Requirement — Find how many lines in the data below include the word "Larkspur", then write only that number.

Data records —

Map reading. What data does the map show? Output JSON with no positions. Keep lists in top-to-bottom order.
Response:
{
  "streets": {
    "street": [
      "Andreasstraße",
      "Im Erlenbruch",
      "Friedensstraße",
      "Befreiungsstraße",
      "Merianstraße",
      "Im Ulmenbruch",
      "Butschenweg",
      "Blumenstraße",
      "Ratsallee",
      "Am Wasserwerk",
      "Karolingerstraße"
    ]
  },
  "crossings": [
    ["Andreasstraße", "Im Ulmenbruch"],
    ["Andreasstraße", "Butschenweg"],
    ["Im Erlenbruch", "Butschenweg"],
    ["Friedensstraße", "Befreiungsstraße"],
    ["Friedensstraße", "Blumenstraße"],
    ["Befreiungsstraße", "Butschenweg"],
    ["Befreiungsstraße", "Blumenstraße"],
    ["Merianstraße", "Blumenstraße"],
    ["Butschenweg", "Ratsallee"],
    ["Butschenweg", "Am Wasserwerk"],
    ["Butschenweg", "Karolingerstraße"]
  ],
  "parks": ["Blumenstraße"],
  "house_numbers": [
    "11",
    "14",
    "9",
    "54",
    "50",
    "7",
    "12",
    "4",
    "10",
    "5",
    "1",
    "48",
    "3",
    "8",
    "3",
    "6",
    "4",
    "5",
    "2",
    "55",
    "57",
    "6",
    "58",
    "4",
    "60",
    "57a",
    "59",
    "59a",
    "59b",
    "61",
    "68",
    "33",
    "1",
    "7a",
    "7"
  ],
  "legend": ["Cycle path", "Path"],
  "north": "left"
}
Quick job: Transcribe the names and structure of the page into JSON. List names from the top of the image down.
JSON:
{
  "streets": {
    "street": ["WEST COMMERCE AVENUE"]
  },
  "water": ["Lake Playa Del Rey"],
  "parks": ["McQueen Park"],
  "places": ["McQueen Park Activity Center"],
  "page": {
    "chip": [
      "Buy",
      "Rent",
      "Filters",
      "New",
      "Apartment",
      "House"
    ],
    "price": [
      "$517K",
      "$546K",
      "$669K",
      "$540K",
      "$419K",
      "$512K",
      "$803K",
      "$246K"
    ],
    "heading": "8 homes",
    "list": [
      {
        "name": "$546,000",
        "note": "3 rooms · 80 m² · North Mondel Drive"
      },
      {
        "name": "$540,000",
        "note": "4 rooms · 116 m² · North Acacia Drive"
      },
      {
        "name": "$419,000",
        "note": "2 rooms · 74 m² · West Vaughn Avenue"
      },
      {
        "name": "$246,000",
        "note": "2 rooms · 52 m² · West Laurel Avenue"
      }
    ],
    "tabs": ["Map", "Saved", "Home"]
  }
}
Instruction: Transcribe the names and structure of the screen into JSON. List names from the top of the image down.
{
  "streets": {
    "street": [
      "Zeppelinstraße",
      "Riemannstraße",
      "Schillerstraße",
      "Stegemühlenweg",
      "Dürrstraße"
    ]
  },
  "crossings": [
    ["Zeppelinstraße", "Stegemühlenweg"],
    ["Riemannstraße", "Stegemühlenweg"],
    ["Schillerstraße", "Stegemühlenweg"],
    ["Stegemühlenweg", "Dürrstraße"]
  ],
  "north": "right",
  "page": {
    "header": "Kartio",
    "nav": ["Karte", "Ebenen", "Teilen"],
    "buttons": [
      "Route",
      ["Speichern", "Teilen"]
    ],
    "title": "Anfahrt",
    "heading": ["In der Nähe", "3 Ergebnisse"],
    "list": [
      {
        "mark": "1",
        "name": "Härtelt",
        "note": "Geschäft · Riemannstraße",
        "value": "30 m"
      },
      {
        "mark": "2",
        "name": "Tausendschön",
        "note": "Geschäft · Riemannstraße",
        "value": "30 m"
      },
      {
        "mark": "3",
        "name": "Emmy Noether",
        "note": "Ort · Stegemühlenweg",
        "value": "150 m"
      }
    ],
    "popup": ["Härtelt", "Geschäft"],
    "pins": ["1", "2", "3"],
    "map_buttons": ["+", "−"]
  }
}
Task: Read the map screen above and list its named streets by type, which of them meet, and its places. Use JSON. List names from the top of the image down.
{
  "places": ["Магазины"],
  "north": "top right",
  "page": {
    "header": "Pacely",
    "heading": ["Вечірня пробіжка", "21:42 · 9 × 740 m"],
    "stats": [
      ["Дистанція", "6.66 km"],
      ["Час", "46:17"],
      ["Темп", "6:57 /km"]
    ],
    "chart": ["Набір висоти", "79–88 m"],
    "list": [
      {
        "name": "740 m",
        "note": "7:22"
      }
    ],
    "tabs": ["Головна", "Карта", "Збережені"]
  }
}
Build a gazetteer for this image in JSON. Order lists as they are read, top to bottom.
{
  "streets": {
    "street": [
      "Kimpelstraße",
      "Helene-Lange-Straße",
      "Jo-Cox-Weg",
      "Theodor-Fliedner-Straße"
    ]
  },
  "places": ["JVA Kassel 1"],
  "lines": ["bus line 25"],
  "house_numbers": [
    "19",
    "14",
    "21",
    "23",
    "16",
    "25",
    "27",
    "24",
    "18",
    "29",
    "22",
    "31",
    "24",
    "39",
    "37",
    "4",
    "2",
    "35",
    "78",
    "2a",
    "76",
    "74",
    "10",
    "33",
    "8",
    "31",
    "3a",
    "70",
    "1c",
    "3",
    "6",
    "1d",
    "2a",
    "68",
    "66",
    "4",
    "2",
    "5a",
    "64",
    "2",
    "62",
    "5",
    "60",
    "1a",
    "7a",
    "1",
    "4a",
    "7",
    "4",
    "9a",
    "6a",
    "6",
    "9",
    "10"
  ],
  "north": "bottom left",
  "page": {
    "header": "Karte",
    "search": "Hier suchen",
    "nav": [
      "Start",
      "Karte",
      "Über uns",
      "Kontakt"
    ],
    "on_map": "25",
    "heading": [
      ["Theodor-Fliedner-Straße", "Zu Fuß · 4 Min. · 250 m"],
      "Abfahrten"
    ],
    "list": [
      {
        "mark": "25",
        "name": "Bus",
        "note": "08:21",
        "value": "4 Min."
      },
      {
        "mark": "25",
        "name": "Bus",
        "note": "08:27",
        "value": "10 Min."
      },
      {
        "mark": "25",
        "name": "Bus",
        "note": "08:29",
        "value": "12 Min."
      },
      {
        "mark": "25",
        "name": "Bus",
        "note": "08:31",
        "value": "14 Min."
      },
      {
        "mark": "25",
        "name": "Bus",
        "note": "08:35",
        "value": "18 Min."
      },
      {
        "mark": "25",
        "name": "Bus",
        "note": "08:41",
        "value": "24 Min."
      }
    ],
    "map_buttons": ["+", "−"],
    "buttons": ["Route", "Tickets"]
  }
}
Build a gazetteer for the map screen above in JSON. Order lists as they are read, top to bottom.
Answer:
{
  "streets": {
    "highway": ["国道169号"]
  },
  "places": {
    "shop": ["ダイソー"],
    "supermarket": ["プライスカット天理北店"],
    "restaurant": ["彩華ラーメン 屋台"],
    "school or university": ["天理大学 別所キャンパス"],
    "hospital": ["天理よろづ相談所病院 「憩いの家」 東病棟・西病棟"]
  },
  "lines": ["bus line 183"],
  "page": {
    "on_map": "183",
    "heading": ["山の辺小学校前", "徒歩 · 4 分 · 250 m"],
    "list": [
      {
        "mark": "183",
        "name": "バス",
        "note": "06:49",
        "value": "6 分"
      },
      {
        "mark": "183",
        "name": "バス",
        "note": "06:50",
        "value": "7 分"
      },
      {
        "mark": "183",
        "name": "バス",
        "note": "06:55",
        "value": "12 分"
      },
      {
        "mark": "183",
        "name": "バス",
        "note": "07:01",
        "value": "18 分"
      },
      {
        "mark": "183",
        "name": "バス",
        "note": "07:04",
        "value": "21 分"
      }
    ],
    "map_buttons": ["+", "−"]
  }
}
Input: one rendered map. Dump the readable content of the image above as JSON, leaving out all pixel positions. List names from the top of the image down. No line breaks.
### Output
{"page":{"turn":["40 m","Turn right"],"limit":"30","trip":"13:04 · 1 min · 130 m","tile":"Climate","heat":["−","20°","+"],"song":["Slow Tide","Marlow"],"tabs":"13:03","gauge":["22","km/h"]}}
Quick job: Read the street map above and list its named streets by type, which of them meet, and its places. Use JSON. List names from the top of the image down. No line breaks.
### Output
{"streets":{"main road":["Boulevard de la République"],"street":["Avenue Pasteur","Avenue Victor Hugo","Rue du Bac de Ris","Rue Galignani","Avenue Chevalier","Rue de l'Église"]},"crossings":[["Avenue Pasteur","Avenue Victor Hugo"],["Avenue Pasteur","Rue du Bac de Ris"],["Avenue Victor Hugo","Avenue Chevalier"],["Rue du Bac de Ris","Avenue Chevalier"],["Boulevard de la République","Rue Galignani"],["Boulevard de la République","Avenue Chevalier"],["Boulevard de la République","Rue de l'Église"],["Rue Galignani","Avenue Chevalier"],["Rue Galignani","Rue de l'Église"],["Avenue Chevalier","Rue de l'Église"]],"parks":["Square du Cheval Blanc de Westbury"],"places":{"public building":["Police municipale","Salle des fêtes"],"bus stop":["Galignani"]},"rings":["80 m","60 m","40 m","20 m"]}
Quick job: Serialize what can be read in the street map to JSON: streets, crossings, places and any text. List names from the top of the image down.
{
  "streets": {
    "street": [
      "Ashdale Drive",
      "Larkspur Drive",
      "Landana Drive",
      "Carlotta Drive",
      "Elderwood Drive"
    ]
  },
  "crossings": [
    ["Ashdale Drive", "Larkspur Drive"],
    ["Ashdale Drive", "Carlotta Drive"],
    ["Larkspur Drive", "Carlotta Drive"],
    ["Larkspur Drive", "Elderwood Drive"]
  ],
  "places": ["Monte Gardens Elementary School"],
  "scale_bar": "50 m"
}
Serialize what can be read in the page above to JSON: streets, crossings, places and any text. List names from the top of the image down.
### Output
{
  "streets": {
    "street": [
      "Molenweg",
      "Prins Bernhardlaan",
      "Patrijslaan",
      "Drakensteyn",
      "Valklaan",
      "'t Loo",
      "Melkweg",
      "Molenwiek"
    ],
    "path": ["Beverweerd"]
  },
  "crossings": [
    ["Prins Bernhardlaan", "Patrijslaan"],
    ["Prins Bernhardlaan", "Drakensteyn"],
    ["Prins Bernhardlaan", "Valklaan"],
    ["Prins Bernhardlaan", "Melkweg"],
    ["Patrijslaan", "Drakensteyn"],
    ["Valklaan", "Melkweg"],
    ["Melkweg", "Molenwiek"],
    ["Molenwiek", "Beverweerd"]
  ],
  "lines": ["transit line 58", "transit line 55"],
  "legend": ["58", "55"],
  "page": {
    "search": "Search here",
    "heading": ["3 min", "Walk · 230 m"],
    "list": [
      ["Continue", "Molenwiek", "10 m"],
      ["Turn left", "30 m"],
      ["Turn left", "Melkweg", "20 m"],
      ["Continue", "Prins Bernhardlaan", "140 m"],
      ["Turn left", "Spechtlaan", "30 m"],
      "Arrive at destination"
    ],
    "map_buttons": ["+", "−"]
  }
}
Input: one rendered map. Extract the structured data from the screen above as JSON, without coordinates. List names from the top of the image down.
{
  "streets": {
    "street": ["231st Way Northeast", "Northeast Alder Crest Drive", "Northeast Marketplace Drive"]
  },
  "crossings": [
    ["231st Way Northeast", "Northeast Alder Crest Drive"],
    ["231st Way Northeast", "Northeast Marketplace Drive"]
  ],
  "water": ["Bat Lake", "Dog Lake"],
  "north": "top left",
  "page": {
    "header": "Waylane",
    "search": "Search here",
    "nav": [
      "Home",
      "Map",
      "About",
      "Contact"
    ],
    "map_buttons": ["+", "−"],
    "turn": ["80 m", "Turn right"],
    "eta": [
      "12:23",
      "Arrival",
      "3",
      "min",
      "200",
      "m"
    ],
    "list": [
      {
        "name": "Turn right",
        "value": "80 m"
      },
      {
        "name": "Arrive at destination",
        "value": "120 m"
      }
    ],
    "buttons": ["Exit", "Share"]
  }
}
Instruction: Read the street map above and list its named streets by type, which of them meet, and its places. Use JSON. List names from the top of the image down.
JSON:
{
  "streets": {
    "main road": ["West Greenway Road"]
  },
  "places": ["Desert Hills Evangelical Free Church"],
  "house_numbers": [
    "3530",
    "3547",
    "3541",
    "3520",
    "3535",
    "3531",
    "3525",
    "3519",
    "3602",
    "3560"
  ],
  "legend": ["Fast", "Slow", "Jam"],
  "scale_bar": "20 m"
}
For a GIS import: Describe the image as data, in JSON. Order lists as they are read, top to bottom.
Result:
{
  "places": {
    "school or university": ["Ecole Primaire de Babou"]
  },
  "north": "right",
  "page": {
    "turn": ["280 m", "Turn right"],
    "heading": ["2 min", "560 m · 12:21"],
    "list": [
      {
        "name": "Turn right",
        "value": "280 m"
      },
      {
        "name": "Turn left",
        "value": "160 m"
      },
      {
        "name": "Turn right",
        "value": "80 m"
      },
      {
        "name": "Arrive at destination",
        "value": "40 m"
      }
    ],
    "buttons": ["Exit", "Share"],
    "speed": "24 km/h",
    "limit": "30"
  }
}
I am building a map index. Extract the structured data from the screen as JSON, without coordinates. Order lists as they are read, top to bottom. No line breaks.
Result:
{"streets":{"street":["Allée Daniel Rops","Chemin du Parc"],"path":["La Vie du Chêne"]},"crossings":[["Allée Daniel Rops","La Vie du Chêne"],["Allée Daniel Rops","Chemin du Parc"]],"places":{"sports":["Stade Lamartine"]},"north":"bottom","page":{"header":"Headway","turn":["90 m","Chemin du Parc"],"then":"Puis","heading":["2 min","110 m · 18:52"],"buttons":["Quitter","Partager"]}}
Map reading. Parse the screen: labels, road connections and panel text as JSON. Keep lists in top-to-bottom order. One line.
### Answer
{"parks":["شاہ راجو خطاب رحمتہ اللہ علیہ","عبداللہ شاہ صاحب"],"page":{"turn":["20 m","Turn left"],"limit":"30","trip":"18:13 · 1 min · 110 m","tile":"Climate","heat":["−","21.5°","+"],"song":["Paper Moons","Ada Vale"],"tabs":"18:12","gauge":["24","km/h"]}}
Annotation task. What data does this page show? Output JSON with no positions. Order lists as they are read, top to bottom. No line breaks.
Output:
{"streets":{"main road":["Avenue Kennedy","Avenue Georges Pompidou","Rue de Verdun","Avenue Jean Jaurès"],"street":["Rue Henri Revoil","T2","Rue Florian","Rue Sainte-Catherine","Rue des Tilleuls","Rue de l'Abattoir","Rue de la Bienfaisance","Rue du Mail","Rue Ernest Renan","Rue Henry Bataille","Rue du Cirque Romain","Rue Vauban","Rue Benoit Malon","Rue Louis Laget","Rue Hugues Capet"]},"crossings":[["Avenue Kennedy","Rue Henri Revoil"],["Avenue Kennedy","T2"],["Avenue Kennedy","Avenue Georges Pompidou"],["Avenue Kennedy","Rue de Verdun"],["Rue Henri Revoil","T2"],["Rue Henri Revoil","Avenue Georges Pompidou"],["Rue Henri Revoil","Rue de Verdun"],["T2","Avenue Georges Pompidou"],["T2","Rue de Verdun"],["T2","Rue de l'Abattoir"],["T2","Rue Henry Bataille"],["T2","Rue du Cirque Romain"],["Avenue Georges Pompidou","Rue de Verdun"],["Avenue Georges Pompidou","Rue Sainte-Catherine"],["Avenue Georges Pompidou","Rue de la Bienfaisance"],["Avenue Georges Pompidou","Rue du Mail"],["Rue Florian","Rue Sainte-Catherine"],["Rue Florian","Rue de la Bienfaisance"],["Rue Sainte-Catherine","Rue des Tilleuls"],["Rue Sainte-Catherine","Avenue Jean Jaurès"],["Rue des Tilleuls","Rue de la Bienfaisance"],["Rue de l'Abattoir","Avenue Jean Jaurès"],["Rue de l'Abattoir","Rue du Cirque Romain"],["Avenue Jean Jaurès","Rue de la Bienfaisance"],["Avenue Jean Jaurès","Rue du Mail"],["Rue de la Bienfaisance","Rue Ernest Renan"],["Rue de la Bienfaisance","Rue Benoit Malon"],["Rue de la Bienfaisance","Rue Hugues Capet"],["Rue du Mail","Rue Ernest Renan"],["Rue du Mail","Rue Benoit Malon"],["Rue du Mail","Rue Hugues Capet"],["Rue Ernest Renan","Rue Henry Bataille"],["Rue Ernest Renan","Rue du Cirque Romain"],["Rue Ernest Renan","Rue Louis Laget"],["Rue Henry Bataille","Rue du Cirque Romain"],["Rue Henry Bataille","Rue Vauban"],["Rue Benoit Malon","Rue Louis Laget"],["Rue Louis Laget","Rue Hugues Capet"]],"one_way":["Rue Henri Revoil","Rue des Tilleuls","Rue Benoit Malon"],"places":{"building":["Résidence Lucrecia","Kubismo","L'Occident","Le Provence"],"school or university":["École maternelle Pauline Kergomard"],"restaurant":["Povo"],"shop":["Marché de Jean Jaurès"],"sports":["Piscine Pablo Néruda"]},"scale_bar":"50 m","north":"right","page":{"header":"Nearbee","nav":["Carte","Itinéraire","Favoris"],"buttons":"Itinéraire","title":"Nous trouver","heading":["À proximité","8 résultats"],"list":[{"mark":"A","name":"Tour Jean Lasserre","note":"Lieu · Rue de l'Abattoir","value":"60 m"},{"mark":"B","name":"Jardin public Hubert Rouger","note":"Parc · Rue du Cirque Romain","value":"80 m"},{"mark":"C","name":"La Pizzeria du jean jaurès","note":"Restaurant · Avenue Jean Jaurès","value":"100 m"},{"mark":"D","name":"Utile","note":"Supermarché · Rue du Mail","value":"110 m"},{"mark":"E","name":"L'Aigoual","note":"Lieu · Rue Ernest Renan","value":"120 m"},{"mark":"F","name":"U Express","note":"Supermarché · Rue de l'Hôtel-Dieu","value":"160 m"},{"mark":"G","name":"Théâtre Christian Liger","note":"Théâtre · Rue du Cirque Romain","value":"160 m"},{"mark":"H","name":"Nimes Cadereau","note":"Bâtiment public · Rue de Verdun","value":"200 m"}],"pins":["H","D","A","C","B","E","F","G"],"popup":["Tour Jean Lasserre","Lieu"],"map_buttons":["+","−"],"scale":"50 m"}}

Expected answer — 4